1. Severity of the issue: (select one)
None: I’m just curious or want clarification.
1. Context & Goal
I’m building an RL agent for a complex turn based card game. The current setup:
-
Game engine sends game states (including possible actions) to a FastAPI server.
-
The FastAPI server uses a rule-based system to select actions and returns them to game engine.
Goal: Replace the rule-based system with an RLlib-trained policy.
2. Proposed Architecture
Based on env_connecting_to_rllib_w_tcp_client.py
, I plan to:
-
Use FastAPI as the “Client” (replacing
_dummy_client
). -
Maintain an RLModule instance in FastAPI for low-latency inference.
-
Use RLlib Trainer for centralized training.
3. Doubts & Questions
Doubt 1: RLModule Sync Workflow
I understand I need:
An RLModule instance in FastAPI (for inference).
An RLModule in RLlib Trainer (for training).
Sync Workflow:
FastAPI uses
weights_seq_no=v1
for all inferences in a game.At game end, it sends the trajectory (states/actions/rewards) to RLlib Trainer.

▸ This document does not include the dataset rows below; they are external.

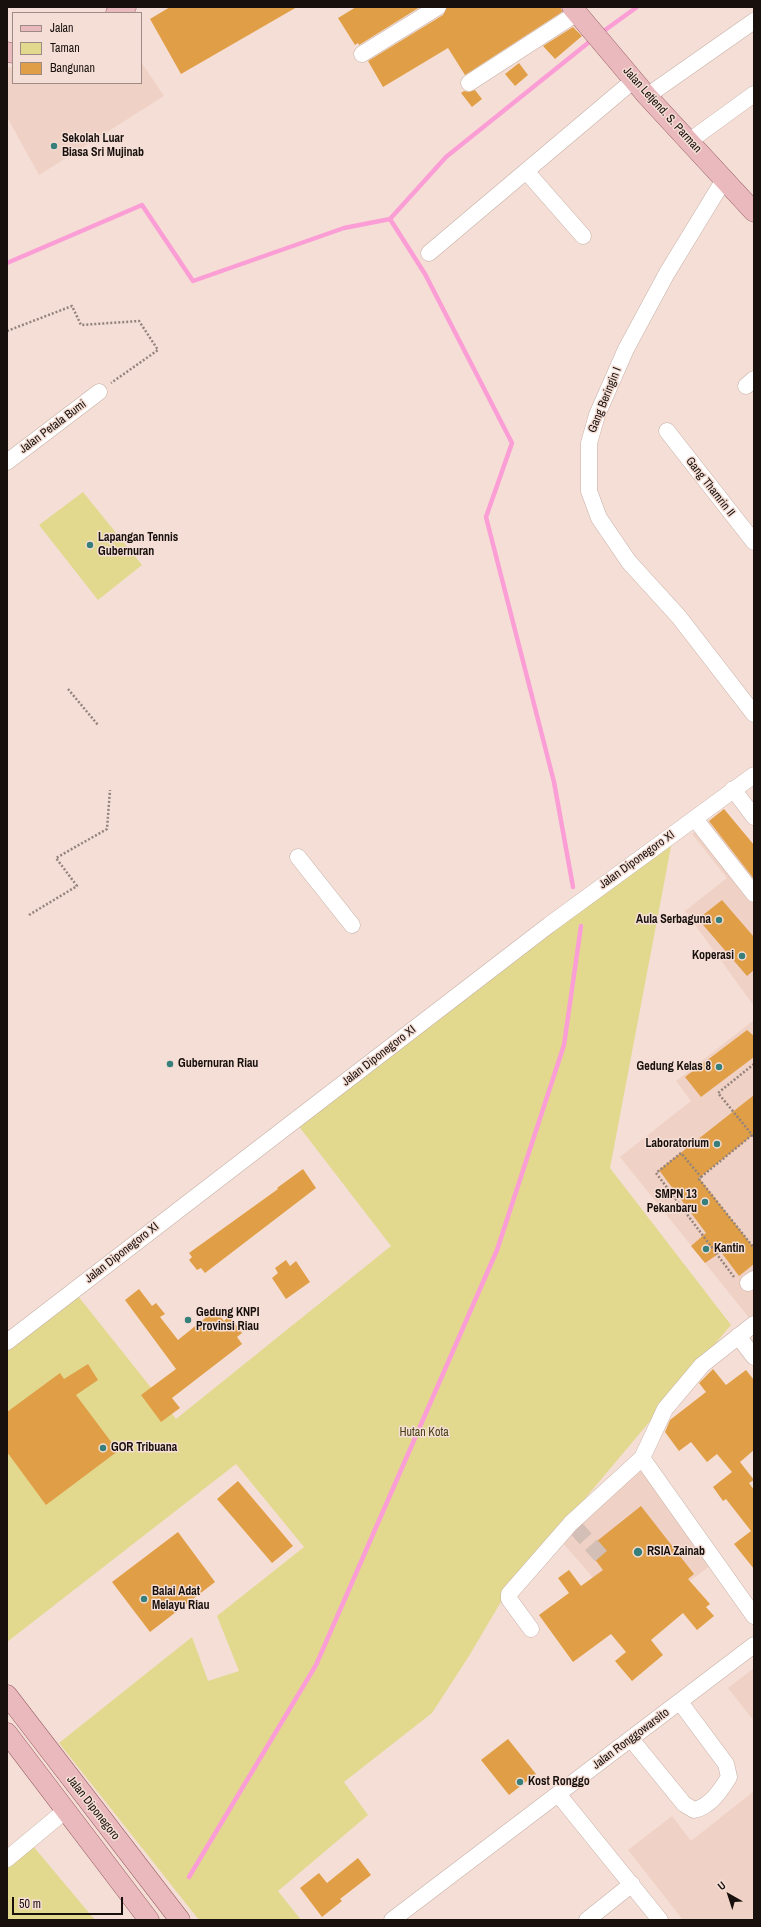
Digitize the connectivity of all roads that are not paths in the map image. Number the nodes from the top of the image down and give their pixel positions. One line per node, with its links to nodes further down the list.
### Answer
1 (438, 7): 4 (street)
2 (578, 14): 5 (main road, Jalan Letjend. S. Parman); 6 (street)
3 (754, 21): 8 (street)
4 (362, 54)
5 (634, 80): 8 (main road, Jalan Letjend. S. Parman); 10 (street)
6 (469, 83)
7 (754, 94): 9 (street)
8 (648, 96): 9 (main road, Jalan Letjend. S. Parman)
9 (688, 142): 11 (main road, Jalan Letjend. S. Parman)
10 (526, 171): 13 (street); 14 (street)
11 (724, 178): 12 (main road, Jalan Letjend. S. Parman); 19 (street, Gang Beringin I)
12 (754, 212)
13 (584, 236)
14 (429, 253)
15 (99, 392): 17 (street, Jalan Petala Bumi)
16 (667, 431): 18 (street, Gang Thamrin II)
17 (7, 462)
18 (754, 542)
19 (754, 714)
20 (754, 775): 21 (street, Jalan Diponegoro XI)
21 (733, 790): 22 (street); 23 (street, Jalan Diponegoro XI)
22 (754, 816)
23 (695, 818): 25 (street); 29 (street, Jalan Diponegoro XI)
24 (298, 857): 26 (street)
25 (754, 894)
26 (352, 925)
27 (754, 1324): 28 (street)
28 (738, 1336): 30 (street); 31 (street)
29 (7, 1342)
30 (754, 1357)
31 (642, 1458): 32 (street); 33 (street)
32 (608, 1490): 33 (street); 35 (street)
33 (703, 1546): 34 (street)
34 (754, 1616)
35 (532, 1629)
36 (754, 1645): 38 (street, Jalan Ronggowarsito)
37 (7, 1695): 46 (main road, Jalan Diponegoro)
38 (680, 1702): 40 (street, Jalan Ronggowarsito); 40 (street)
39 (7, 1733): 42 (main road, Jalan Diponegoro)
40 (631, 1739): 41 (street, Jalan Ronggowarsito)
41 (558, 1794): 44 (street); 47 (street, Jalan Ronggowarsito)
42 (66, 1810): 43 (street); 45 (main road, Jalan Diponegoro)
43 (7, 1859)
44 (632, 1884): 48 (street); 49 (street)
45 (149, 1920)
46 (180, 1920)
47 (392, 1920)
48 (586, 1920)
49 (660, 1920)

RLlib Trainer trains on the trajectory and pushes updated weights (
weights_seq_no=v2
) to FastAPI.Is this correct?
Doubt 2: Weight Versioning with Parallel Games
Imagine two parallel games:
-
Both start with
weights_seq_no=v1
. -
Game 1 finishes first → Trainer updates to
v2
→ pushes to FastAPI. -
Game 2 (still running) uses
v1
until completion.
Questions:
- Is RLlib Trainer with the External Environment smart enough to handle off-policy trajectories (generated with older weights)?
4. Key Concerns
- Scalability: Handling 100+ parallel games with weight versioning. The game engine and FastAPI server could potentially be handling multiple games in parallel and I’d like to use trajectories from all of them for training.
Request
Could you validate this architecture? Specifically:
-
Is the RLlink workflow correct?
-
How should I handle weight versioning for parallel off-policy trajectories?
Thank you for your incredible work!